When I sit down to talk to Henry Normal over Zoom, he’s wearing a sling, having broken his arm three weeks prior. But despite the injury, he’s still excited to talk about poetry. In fact, he’s been spending his recovery time reading other people’s favourite poems, after sending a call out on Facebook to fellow poetry lovers near and far. And as for his own collection, his appetite seems equally healthy, as he tells me that there will be “at least three volumes of Collected Poems, hopefully four”. Each of these contains three of his slimmer poetry anthologies, in the case of Volume Two: This Phantom Breath, The Department of Lost Wishes and Swallowing the Entire Ocean.
A lover of poetry since a young age, Henry remembers publishing his first collection when he was only nineteen, sold at Nottingham’s Mushroom Bookshop in the 1970s and entitled Is Love Science Fiction? A product of his time at “the writers group in the Central Library on Angel Row”, it’s something he looks back on fondly. And in the present day, after what he describes as a twenty-year break, his passion for the form is back in full force – with the wordsmith penning nine books in five years, re-starting with Staring Directly Into the Eclipse, published in 2016.

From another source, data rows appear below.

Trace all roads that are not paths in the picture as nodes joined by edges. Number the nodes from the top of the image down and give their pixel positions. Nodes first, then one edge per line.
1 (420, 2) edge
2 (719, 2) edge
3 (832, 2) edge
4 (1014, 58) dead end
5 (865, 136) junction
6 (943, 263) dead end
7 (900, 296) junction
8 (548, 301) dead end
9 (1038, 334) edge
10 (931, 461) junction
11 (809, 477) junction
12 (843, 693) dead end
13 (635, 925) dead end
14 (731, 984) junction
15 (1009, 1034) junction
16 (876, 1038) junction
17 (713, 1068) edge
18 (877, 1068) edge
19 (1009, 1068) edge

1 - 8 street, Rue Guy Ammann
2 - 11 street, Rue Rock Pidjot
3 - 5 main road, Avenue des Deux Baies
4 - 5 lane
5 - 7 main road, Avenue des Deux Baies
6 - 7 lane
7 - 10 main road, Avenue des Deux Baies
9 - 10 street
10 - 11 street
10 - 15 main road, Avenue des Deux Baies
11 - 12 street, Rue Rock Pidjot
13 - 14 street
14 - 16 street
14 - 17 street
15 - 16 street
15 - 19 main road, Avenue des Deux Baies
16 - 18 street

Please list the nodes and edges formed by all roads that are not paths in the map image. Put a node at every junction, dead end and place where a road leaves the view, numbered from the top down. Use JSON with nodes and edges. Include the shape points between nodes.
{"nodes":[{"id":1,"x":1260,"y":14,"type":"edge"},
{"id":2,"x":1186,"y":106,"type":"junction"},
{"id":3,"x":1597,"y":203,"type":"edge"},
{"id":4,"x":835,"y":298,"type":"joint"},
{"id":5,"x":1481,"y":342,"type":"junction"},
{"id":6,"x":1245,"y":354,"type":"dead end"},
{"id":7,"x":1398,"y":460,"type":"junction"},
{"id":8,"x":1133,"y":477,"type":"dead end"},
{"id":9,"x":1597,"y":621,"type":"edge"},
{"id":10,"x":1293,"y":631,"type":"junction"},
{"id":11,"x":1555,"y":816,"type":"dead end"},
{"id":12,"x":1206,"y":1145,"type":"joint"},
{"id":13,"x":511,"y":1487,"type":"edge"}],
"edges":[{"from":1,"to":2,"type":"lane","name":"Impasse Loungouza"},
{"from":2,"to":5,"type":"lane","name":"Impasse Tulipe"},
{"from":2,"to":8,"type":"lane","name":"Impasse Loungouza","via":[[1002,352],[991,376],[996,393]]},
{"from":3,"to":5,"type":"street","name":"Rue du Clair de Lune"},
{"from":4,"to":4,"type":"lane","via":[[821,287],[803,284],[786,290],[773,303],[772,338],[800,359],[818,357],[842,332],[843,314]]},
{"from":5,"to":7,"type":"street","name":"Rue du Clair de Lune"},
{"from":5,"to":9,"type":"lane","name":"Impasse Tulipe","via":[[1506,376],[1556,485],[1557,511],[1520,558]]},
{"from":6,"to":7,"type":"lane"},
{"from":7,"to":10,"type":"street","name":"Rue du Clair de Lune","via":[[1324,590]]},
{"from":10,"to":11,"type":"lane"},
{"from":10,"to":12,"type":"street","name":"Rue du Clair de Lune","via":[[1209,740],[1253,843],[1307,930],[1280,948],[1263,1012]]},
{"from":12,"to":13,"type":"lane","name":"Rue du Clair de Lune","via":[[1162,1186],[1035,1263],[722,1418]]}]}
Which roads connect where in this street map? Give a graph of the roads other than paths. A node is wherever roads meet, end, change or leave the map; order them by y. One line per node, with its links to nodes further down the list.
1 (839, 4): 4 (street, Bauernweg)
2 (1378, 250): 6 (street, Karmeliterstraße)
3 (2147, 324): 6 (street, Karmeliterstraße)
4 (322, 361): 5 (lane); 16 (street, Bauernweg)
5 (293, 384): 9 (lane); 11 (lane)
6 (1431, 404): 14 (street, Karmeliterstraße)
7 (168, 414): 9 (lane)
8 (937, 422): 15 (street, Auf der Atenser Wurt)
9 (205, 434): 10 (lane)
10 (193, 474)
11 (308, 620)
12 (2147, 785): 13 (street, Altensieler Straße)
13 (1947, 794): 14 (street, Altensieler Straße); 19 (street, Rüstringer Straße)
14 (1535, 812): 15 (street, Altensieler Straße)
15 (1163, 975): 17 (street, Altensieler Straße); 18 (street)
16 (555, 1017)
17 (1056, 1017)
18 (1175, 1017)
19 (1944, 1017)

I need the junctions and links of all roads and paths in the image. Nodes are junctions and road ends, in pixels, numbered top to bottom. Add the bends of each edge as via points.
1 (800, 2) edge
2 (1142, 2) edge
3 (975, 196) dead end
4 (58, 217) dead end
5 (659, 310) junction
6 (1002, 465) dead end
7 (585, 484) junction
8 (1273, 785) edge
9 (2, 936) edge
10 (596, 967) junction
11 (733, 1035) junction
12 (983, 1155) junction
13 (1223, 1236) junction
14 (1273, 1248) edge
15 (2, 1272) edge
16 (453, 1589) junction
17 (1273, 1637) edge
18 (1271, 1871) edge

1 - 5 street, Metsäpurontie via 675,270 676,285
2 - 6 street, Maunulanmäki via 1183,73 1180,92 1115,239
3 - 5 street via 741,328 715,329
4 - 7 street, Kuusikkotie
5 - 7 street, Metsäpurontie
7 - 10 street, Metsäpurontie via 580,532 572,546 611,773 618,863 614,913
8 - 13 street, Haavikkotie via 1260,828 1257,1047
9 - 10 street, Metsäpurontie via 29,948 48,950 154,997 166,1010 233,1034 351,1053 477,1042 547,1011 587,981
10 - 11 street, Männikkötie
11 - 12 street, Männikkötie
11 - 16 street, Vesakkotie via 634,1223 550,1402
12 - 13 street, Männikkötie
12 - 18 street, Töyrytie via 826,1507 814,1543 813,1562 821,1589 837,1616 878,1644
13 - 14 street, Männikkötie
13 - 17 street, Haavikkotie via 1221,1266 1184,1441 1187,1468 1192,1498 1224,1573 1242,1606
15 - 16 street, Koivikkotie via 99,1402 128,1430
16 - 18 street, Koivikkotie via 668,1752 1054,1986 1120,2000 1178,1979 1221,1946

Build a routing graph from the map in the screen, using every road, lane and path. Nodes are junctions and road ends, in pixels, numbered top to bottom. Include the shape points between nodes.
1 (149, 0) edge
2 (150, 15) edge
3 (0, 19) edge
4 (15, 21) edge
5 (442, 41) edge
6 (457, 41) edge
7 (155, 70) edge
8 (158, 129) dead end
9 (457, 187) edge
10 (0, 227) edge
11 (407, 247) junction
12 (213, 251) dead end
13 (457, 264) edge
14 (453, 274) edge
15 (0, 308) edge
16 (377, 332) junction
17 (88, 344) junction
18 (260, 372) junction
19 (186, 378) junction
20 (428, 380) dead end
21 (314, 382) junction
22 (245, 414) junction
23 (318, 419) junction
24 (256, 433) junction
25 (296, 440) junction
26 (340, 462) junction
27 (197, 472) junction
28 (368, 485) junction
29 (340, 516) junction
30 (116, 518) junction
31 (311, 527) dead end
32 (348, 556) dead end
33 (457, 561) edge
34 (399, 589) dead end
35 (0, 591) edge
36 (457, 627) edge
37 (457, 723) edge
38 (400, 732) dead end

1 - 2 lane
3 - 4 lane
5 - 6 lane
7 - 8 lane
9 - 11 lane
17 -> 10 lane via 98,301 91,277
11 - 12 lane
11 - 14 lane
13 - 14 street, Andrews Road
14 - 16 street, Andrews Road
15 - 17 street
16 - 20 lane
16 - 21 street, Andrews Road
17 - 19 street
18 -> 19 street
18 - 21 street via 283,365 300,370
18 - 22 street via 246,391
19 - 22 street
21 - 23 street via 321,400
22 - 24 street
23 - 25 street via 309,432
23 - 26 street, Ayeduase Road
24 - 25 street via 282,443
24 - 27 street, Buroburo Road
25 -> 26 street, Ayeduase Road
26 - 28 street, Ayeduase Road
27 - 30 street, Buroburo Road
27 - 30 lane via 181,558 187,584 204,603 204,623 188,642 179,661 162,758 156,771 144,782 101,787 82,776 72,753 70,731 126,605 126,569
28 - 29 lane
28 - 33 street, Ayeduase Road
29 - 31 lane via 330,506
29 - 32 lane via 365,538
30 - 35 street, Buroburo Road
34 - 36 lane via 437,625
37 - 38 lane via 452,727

Do you think there’s any particular theme to your poetry? I ask Henry, wondering which are the topics that come up again and again. After thinking for a moment, he laughs, “It’s funny, because Amazon tells you which category your books are in, and I’ve been ranked 27th in the category of death and loss poetry, and also about the same in the category of inspirational poetry. So it’s varied, though to me they’re very similar in my outlook on life. Really, though, I suppose the collections are a diary of my internal landscape, and that’s something that can change from year-to-year. But they’re all about mapping out surroundings and coming to terms with life.”